Para continuar com a metáfora do pingue-pongue, a então ministra, Rosa Weber, fez que foi mas não foi. Deu um voto favorável, porém com restrições; saiu do jogo e deixou a bola quicando. Cristiano Zanim deu mais de um toque: levantou a bola nas alturas para ele mesmo cortar e deu a primeira raquetada contra os aposentados. Foi seguido por Flávio Dino, Dias Toffoli, Luiz Roberto Barroso, Luiz Fux, Gilmar Mendes e Nunes Marques. Por outro lado (pasmem), o bolsonarista, “terrivelmente evangélico”, André Mendonça, destoou da orquestração neoliberal e foi favorável à revisão. Carmem Lúcia, Edson Fachin e Alexandre de Moraes mantiveram suas posições, se dignaram a defender a causa dos aposentados. Bastavam os dois votos dos ministros recentemente indicados por Lula, Zanim e Dino, e o placar teria sido de 6 X 5 para os aposentados. Mas não foi o que ocorreu. Governo, INSS e STF massacraram os aposentados por 7 X 4. A orientação governamental era outra e o fato é que um governo que tem presidente e partido de origem popular optou por sacrificar os que sempre lhe apoiaram, para atender, mais uma vez, os endinheirados.

Ministros identificados pela mídia e pelos progressistas como governistas – um deles oriundo de partido comunista –, votaram contra quem deu o sangue e a vida trabalhando pelo país. Com a decisão da elite burocrática brasileira, aposentados perdem a possibilidade de terem suas aposentadorias ajustadas, um direito já assegurado e garantido, com vitórias no STJ e no próprio STF, onde aguardava apenas Trânsito em Julgado e na sequência, escalonamento e agenda de pagamento pelo INSS. Mas, a expectativa foi embora pelo ralo, para satisfazer as pressões do capital e aos ditames do establishment. Essa é mais uma das contradições incompreensíveis que o cidadão sente na pele, no bolso e na mesa. Tudo isso para sustentar a falácia de que a “revisão da vida toda” ameaçava a saúde financeira do país. Se a preocupação era com os cofres públicos, quem barrou o processo não levou em conta que o valor total do desembolso aos aposentados seria bem menor do que o custo anual do judiciário brasileiro que é quatro vezes mais caro do que a média dos orçamentos dos judiciários do mundo, inclusive os de países ricos como Estados Unidos e Inglaterra.

As desculpas, injustificáveis, dadas pelos algozes dos aposentados variam de acordo com a pergunta e a conveniência do momento.
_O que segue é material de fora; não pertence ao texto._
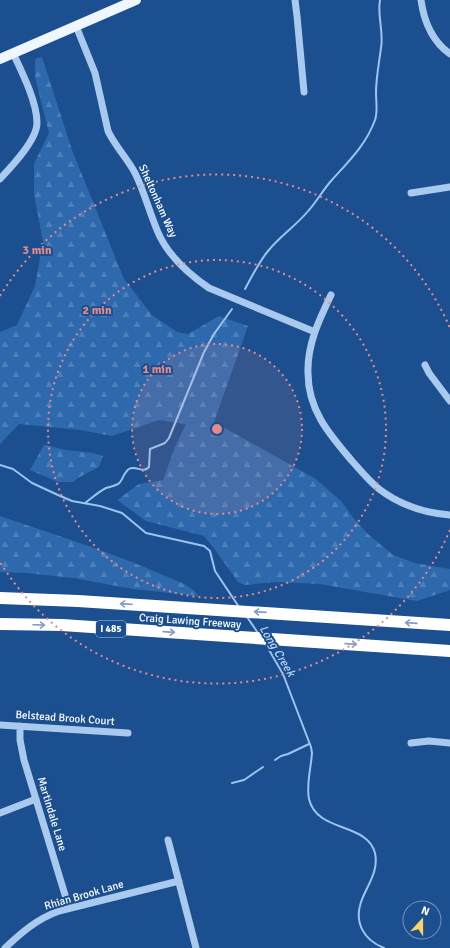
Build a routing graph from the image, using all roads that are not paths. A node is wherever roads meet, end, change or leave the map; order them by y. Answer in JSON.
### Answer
{"nodes":[{"id":1,"x":136,"y":0,"type":"edge"},
{"id":2,"x":295,"y":0,"type":"edge"},
{"id":3,"x":421,"y":0,"type":"edge"},
{"id":4,"x":76,"y":26,"type":"junction"},
{"id":5,"x":13,"y":53,"type":"junction"},
{"id":6,"x":450,"y":54,"type":"edge"},
{"id":7,"x":0,"y":59,"type":"edge"},
{"id":8,"x":304,"y":92,"type":"dead end"},
{"id":9,"x":0,"y":179,"type":"edge"},
{"id":10,"x":450,"y":186,"type":"edge"},
{"id":11,"x":410,"y":192,"type":"dead end"},
{"id":12,"x":331,"y":295,"type":"dead end"},
{"id":13,"x":315,"y":332,"type":"junction"},
{"id":14,"x":425,"y":365,"type":"dead end"},
{"id":15,"x":450,"y":402,"type":"edge"},
{"id":16,"x":450,"y":516,"type":"edge"},
{"id":17,"x":0,"y":598,"type":"edge"},
{"id":18,"x":0,"y":624,"type":"edge"},
{"id":19,"x":450,"y":625,"type":"edge"},
{"id":20,"x":450,"y":651,"type":"edge"},
{"id":21,"x":0,"y":725,"type":"edge"},
{"id":22,"x":20,"y":726,"type":"junction"},
{"id":23,"x":128,"y":734,"type":"dead end"},
{"id":24,"x":411,"y":743,"type":"dead end"},
{"id":25,"x":450,"y":743,"type":"edge"},
{"id":26,"x":36,"y":799,"type":"junction"},
{"id":27,"x":0,"y":812,"type":"edge"},
{"id":28,"x":168,"y":840,"type":"dead end"},
{"id":29,"x":179,"y":881,"type":"junction"},
{"id":30,"x":69,"y":908,"type":"junction"},
{"id":31,"x":5,"y":948,"type":"edge"},
{"id":32,"x":196,"y":948,"type":"edge"}],
"edges":[{"from":1,"to":4,"type":"main road"},
{"from":2,"to":8,"type":"street"},
{"from":3,"to":6,"type":"street"},
{"from":4,"to":5,"type":"main road"},
{"from":4,"to":13,"type":"street","name":"Sheltonham Way"},
{"from":5,"to":7,"type":"main road"},
{"from":5,"to":9,"type":"street"},
{"from":10,"to":11,"type":"street"},
{"from":12,"to":13,"type":"street"},
{"from":13,"to":16,"type":"street"},
{"from":14,"to":15,"type":"street"},
{"from":19,"to":17,"type":"highway","name":"Craig Lawing Freeway","one_way":true},
{"from":18,"to":20,"type":"highway","name":"Craig Lawing Freeway","number":"I 485","one_way":true},
{"from":21,"to":22,"type":"street","name":"Belstead Brook Court"},
{"from":22,"to":23,"type":"street","name":"Belstead Brook Court"},
{"from":22,"to":26,"type":"street","name":"Martindale Lane"},
{"from":24,"to":25,"type":"street"},
{"from":26,"to":27,"type":"street"},
{"from":26,"to":30,"type":"street","name":"Martindale Lane"},
{"from":28,"to":29,"type":"street"},
{"from":29,"to":30,"type":"street","name":"Rhian Brook Lane"},
{"from":29,"to":32,"type":"street"},
{"from":30,"to":31,"type":"street","name":"Rhian Brook Lane"}]}
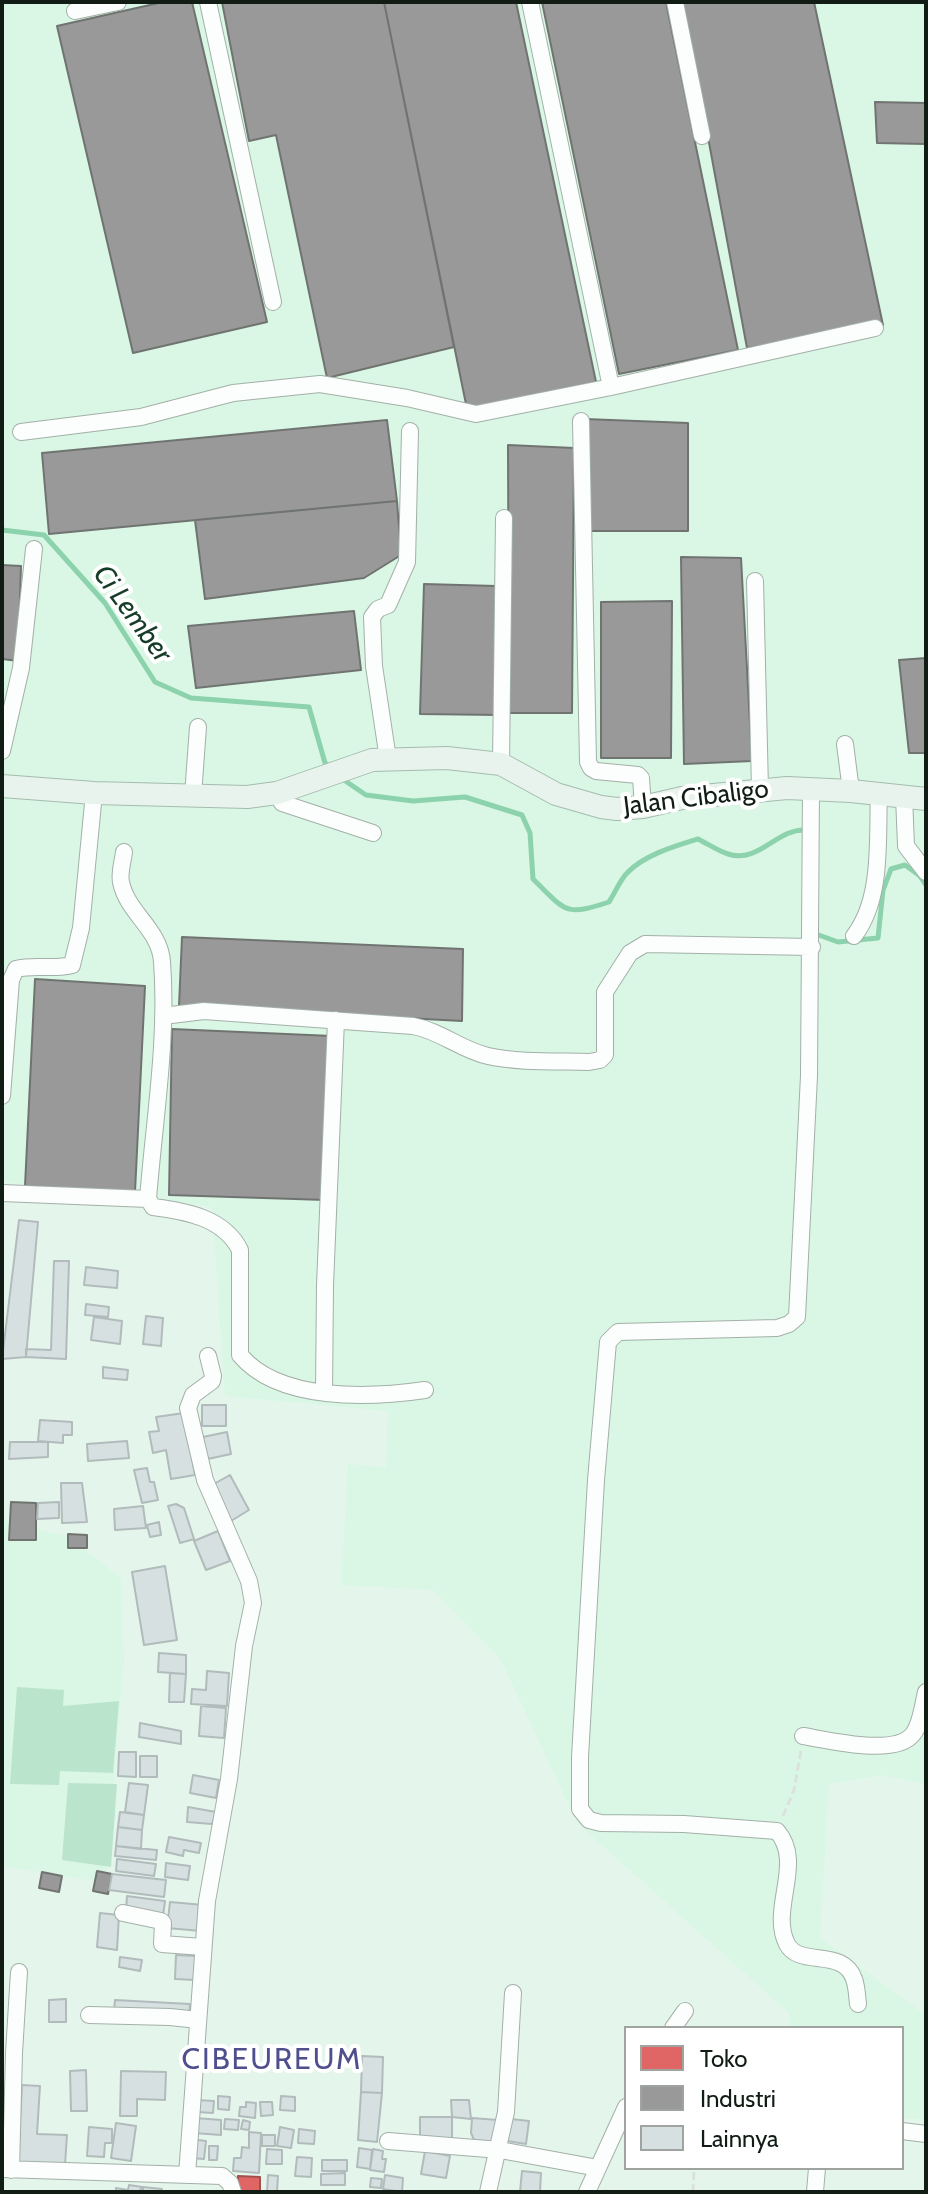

Todas as pretensas explicações e, até mesmo os votos dos ministros da suprema corte têm sido refutados. Especialistas em previdência já afirmaram em diversas ocasiões que o maior gargalo é o da Previdência Pública. E não é segredo para ninguém que os maiores benefícios pagos são exatamente os do judiciário, executivo, legislativo, Forças Armadas e funcionalismo público federal como um todo. Esse pessoal aposenta com o mesmo salário da ativa e em certos casos com alguns penduricalhos a mais. Sem contar os servidores públicos, inclusive juízes, que infringem a lei e ao serem afastados de seus cargos, em vez de serem punidos, são premiados com uma aposentadoria compulsória. Isto é, param de trabalhar e continuam a receber polpudas aposentadorias.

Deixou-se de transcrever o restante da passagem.